I'm trying to use the generic graph library in typed racket, by importing it with require/typed
, but I keep getting these weird long errors. Has anyone managed to get the type checker to cooperate with the generic graph library?
#lang typed/racket
(require/typed graph
[#:opaque Graph graph?]
[unweighted-graph/undirected ((Listof (List Any Any)) -> Graph)]
[add-edge! (Graph Any Any -> Void)])
(define g : Graph (unweighted-graph/undirected '((1 2) (1 3))))
(add-edge! g 2 3)
graph?: contract violation
any-wrap/c: Unable to protect opaque value passed as `Any`
value: #<unweighted-graph>
This warning will become an error in a future release.
in: the 1st argument of
a part of the or/c of
(or/c
struct-predicate-procedure?/c
(-> Any boolean?))
contract from: (interface for graph?)
This isn't ideal, but there is a workaround:
#lang typed/racket
(module wrapper racket
(provide graph? unweighted-graph/undirected add-edge!)
(require (prefix-in g: graph))
(struct graph [g]) ; struct generates the predicate
(define (unweighted-graph/undirected es) ; wrap output graph
(graph (g:unweighted-graph/undirected es)))
(define (add-edge! g a b) ; unwrap input graph
(g:add-edge! (graph-g g) a b)))
(require/typed 'wrapper
[#:opaque Graph graph?]
[unweighted-graph/undirected ((Listof (List Any Any)) -> Graph)]
[add-edge! (Graph Any Any -> Void)])
(define g : Graph (unweighted-graph/undirected '((1 2) (1 3))))
(add-edge! g 2 3)
When Typed Racket require/typed
sees #:opaque
, it still needs to treat the predicate you gave, graph?

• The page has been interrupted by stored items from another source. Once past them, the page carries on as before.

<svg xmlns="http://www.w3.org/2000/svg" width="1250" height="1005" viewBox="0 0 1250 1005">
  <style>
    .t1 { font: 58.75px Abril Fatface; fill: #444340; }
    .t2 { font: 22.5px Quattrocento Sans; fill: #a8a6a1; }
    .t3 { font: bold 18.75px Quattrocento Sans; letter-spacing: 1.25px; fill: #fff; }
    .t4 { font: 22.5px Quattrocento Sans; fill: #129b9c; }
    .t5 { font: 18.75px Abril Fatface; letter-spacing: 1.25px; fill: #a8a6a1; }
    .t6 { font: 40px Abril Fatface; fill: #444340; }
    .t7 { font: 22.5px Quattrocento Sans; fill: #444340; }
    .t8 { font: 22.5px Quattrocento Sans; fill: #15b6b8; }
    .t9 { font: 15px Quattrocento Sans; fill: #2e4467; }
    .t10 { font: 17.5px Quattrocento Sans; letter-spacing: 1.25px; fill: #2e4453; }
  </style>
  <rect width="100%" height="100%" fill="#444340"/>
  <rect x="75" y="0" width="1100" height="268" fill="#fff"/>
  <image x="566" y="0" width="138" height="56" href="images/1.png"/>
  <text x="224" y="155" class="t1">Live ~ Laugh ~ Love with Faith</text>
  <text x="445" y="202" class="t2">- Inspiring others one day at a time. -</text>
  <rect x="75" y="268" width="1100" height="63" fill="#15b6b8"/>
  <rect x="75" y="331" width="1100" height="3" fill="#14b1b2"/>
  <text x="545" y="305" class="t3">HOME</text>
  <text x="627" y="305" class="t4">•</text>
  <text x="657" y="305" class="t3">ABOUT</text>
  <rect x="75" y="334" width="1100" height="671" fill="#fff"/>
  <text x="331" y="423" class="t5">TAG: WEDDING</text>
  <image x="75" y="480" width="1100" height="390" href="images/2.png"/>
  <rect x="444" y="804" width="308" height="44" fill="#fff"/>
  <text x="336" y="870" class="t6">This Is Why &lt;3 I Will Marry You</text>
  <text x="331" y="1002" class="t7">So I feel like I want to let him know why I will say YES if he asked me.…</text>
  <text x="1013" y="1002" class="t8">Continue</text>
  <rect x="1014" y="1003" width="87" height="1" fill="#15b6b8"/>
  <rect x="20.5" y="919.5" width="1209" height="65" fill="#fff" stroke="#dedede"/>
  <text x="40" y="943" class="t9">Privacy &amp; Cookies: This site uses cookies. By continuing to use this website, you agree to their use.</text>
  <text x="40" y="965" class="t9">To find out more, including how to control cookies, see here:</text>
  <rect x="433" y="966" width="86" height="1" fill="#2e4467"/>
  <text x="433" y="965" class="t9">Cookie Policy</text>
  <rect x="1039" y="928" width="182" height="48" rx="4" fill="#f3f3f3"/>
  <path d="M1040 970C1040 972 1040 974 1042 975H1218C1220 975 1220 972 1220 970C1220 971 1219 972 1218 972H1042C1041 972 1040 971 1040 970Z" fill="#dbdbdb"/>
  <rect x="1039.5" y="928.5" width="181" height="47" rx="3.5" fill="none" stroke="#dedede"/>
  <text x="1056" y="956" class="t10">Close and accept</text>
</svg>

as untyped code. But it also needs to use that predicate from untyped code to guard values on the typed-untyped boundary. The graph?
predicate has the type (-> Any Boolean)
, so when typed racket calls it with a value from typed code it's passing it with the type Any
. However, if before this it had a more specific type that involves inputs that must be typed, it still needs to guard against untyped code "using it" in the wrong way, or providing bad untyped inputs.
Adding an opaque struct sidesteps this by making a new graph?
predicate that doesn't need to "look inside" the value in the same way.